I really must apologize if I seem to be “doing things the hard way” or seem a bit deflective…my hands are a bit tied on the “why” which limits the “how” and makes the solution a bit tricky.

If I misunderstood all together, then I apologize, and really need clarification of what you mean. :wink:

–Kevin

Calvin, personally I try to keep well clear of UI scripting where possible esspecially with Adobe’s lack of support for its interface elements.
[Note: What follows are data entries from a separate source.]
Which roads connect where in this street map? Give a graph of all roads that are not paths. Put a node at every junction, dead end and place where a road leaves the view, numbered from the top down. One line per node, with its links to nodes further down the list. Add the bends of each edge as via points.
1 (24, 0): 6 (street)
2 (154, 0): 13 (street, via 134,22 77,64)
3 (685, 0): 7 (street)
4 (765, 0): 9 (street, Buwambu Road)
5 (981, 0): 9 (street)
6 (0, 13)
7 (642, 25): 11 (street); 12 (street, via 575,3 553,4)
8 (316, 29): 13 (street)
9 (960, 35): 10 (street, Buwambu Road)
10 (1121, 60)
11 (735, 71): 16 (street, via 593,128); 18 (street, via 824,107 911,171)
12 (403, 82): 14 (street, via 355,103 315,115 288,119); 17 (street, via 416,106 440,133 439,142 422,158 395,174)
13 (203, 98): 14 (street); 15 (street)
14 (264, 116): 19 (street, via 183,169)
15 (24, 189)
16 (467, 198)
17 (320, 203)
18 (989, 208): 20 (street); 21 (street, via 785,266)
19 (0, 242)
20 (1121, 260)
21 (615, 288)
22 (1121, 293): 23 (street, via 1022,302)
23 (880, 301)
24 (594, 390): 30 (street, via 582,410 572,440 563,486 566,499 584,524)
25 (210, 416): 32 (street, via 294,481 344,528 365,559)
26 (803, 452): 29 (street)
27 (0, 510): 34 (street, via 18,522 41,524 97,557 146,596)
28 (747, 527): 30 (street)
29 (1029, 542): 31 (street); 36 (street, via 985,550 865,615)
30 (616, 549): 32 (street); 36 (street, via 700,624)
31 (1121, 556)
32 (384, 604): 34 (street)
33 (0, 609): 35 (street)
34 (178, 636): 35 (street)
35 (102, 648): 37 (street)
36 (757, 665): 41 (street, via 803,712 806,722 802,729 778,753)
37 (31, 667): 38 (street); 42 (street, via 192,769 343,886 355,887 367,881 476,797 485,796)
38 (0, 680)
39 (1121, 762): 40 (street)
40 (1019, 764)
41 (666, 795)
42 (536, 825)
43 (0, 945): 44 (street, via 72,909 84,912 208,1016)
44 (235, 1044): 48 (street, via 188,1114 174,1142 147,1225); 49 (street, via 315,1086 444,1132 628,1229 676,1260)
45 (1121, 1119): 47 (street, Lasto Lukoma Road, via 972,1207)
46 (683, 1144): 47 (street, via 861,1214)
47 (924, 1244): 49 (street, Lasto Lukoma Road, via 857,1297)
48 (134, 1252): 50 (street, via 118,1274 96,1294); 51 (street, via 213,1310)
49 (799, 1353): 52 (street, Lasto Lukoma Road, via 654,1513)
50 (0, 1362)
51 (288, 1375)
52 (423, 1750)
But here’s a few samples that work fine for me in CS1, the first one is your group request:

tell application "Illustrator CS"
	activate
	tell application "System Events"
		tell process "Illustrator CS"
			tell menu bar 1
				click menu item "All" of menu "Select"
				delay 1
				click menu item "Group" of menu "Object"
				delay 1
				click menu item "Deselect" of menu "Select"
			end tell
		end tell
	end tell
end tell

This second one is for document size as this is r/o property in illustrator

tell application "Illustrator CS"
	activate
	set docRef to the current document
	tell docRef
		tell application "System Events"
			tell process "Illustrator CS"
				key down command
				key down option
				keystroke "p"
				key up command
				key up option
				delay 1
				keystroke tab
				keystroke "300" --Your measurements in ruler units. not points as the rest of illustrator scripting
				keystroke tab
				keystroke "300" --Your measurements in ruler units. not points as the rest of illustrator scripting
				keystroke return
			end tell
		end tell
	end tell
end tell

And lastly document color space again r/o property.
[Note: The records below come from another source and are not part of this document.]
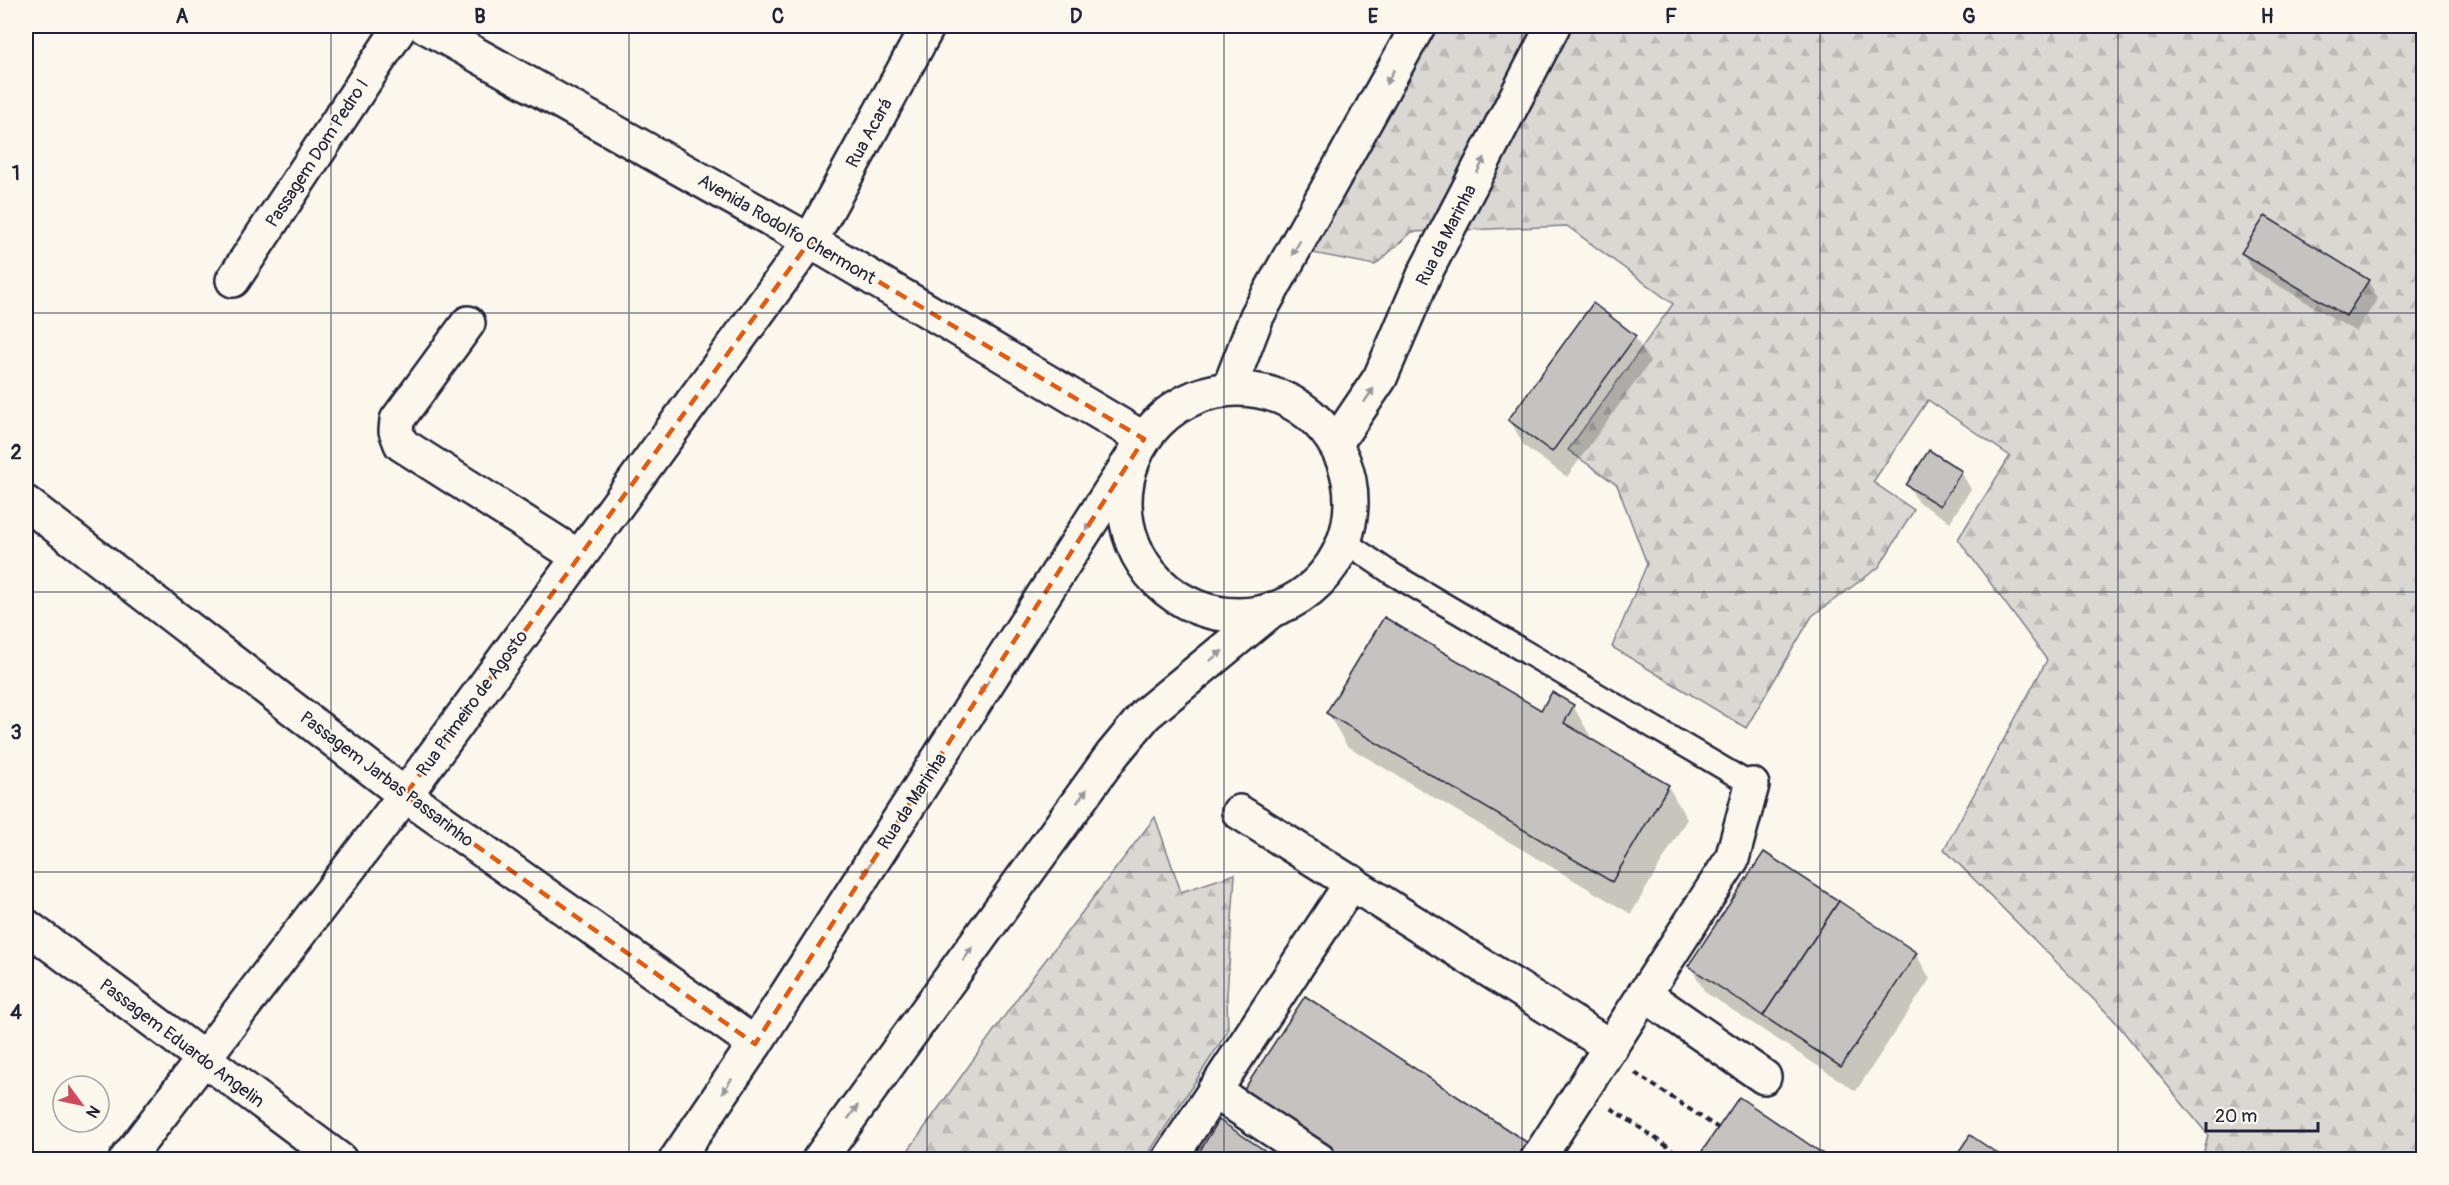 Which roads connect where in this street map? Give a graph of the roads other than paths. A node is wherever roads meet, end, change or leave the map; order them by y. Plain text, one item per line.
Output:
1 (400, 26) edge
2 (425, 26) edge
3 (928, 26) edge
4 (1418, 26) edge
5 (1553, 26) edge
6 (810, 241) junction
7 (233, 280) dead end
8 (468, 323) dead end
9 (1229, 389) junction
10 (1144, 439) junction
11 (1336, 443) junction
12 (26, 503) edge
13 (1344, 541) junction
14 (579, 557) junction
15 (1273, 609) junction
16 (1752, 785) joint
17 (405, 795) junction
18 (1239, 812) dead end
19 (1352, 882) junction
20 (26, 926) edge
21 (1644, 994) junction
22 (755, 1044) junction
23 (1609, 1051) junction
24 (202, 1059) junction
25 (1764, 1077) dead end
26 (1214, 1091) junction
27 (126, 1160) edge
28 (339, 1160) edge
29 (676, 1160) edge
30 (819, 1160) edge
31 (1169, 1160) edge
32 (1319, 1160) edge
33 (1537, 1160) edge

1 - 7 street, Passagem Dom Pedro I
2 - 6 street, Avenida Rodolfo Chermont
3 - 6 street, Rua Acará
4 -> 9 street
11 -> 5 street, Rua da Marinha
6 - 10 street, Avenida Rodolfo Chermont
6 - 14 street, Rua Primeiro de Agosto
8 - 14 street
9 - 10 street
9 - 11 street
10 - 15 street
10 -> 22 street, Rua da Marinha
11 - 13 street
12 - 17 street, Passagem Jarbas Passarinho
13 - 15 street
13 - 16 lane
14 - 17 street, Rua Primeiro de Agosto
30 -> 15 street
16 - 21 street
17 - 22 street, Passagem Jarbas Passarinho
17 - 24 street, Rua Primeiro de Agosto
18 - 19 street
19 - 23 street
19 - 26 street
20 - 24 street, Passagem Eduardo Angelin
21 - 23 street
21 - 25 street
22 -> 29 street, Rua da Marinha
23 - 33 street
24 - 27 street, Rua Primeiro de Agosto
24 - 28 street, Passagem Eduardo Angelin
26 - 31 street
26 - 32 street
tell application "Illustrator CS"
	activate
	set docRef to the current document
	tell docRef
		if color space of docRef is not CMYK then
			tell application "System Events"
				tell process "Illustrator CS"
					tell menu bar 1
						click menu item "CMYK Color" of menu "Document Color Mode" of menu item "Document Color Mode" of menu "File"
					end tell
				end tell
			end tell
		end if
	end tell
end tell

Hi Calvin

Sorry if i was a bit vague. i’ll try and explain!
What you need to do is create an illustrator action. in the “actions pallette”
This will record your actions or steps in the application.
Actions in illustrator will record the print process from what i can gather, (briefly tested it)
So you go thru the process of creating your postcript file thru the print dialogs while illustrator records it.
then you call it from your script.
example:

tell application "Illustrator CS"
	activate
	do script "Delete Unused Palette Items" from "Default Actions" without dialogs
end tell

run this script it, and watch your swatches pallette if you haven’t deleted them all ready this will clean up your swatches,
and also as long as you haven’t cleaned your default actions out either!!! it will run a default action that comes with illustrator.
hope this helps

after a bit more research i’ve found out you would have to create a print preset to get the result i think you are after. in which case this can be called
directly from your script thru the print options, or you could still record it using an action and just select the preset.